▶ YOUR TASK
Every entry has to be restated word for word.

Top of GIVEN INFORMATION

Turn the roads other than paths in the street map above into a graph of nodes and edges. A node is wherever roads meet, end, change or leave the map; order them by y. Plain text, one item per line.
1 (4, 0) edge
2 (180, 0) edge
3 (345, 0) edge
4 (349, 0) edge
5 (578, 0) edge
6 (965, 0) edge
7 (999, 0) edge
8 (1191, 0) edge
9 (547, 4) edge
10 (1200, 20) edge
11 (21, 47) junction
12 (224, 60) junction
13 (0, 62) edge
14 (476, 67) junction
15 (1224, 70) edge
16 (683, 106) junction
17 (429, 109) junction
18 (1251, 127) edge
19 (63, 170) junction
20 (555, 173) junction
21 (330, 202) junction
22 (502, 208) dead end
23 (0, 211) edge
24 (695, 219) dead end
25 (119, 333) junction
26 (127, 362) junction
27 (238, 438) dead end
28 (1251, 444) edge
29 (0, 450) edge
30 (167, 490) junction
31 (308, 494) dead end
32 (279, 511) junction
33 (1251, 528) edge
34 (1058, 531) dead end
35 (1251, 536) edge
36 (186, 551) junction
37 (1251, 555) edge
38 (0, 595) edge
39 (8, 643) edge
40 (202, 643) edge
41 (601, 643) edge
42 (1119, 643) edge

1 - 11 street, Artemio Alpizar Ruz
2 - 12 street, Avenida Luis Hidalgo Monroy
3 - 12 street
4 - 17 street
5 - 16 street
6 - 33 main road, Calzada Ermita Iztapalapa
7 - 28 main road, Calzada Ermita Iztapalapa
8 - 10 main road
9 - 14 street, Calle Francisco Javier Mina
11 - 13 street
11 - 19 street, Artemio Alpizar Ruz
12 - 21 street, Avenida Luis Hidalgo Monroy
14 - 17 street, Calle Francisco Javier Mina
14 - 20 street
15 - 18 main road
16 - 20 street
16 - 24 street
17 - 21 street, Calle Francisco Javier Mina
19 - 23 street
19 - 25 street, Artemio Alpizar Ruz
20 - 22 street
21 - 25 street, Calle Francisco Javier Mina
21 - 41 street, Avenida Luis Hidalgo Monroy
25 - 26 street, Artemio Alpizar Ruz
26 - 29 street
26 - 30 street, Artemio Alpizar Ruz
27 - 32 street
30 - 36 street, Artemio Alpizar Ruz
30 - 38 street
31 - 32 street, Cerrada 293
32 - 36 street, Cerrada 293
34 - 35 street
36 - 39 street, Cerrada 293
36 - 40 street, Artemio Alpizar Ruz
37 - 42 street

Bottom of GIVEN INFORMATION

▶ RESPONSE TO THE EXERCISE
Turn the roads other than paths in the street map above into a graph of nodes and edges. A node is wherever roads meet, end, change or leave the map; order them by y. Plain text, one item per line.
1 (4, 0) edge
2 (180, 0) edge
3 (345, 0) edge
4 (349, 0) edge
5 (578, 0) edge
6 (965, 0) edge
7 (999, 0) edge
8 (1191, 0) edge
9 (547, 4) edge
10 (1200, 20) edge
11 (21, 47) junction
12 (224, 60) junction
13 (0, 62) edge
14 (476, 67) junction
15 (1224, 70) edge
16 (683, 106) junction
17 (429, 109) junction
18 (1251, 127) edge
19 (63, 170) junction
20 (555, 173) junction
21 (330, 202) junction
22 (502, 208) dead end
23 (0, 211) edge
24 (695, 219) dead end
25 (119, 333) junction
26 (127, 362) junction
27 (238, 438) dead end
28 (1251, 444) edge
29 (0, 450) edge
30 (167, 490) junction
31 (308, 494) dead end
32 (279, 511) junction
33 (1251, 528) edge
34 (1058, 531) dead end
35 (1251, 536) edge
36 (186, 551) junction
37 (1251, 555) edge
38 (0, 595) edge
39 (8, 643) edge
40 (202, 643) edge
41 (601, 643) edge
42 (1119, 643) edge

1 - 11 street, Artemio Alpizar Ruz
2 - 12 street, Avenida Luis Hidalgo Monroy
3 - 12 street
4 - 17 street
5 - 16 street
6 - 33 main road, Calzada Ermita Iztapalapa
7 - 28 main road, Calzada Ermita Iztapalapa
8 - 10 main road
9 - 14 street, Calle Francisco Javier Mina
11 - 13 street
11 - 19 street, Artemio Alpizar Ruz
12 - 21 street, Avenida Luis Hidalgo Monroy
14 - 17 street, Calle Francisco Javier Mina
14 - 20 street
15 - 18 main road
16 - 20 street
16 - 24 street
17 - 21 street, Calle Francisco Javier Mina
19 - 23 street
19 - 25 street, Artemio Alpizar Ruz
20 - 22 street
21 - 25 street, Calle Francisco Javier Mina
21 - 41 street, Avenida Luis Hidalgo Monroy
25 - 26 street, Artemio Alpizar Ruz
26 - 29 street
26 - 30 street, Artemio Alpizar Ruz
27 - 32 street
30 - 36 street, Artemio Alpizar Ruz
30 - 38 street
31 - 32 street, Cerrada 293
32 - 36 street, Cerrada 293
34 - 35 street
36 - 39 street, Cerrada 293
36 - 40 street, Artemio Alpizar Ruz
37 - 42 street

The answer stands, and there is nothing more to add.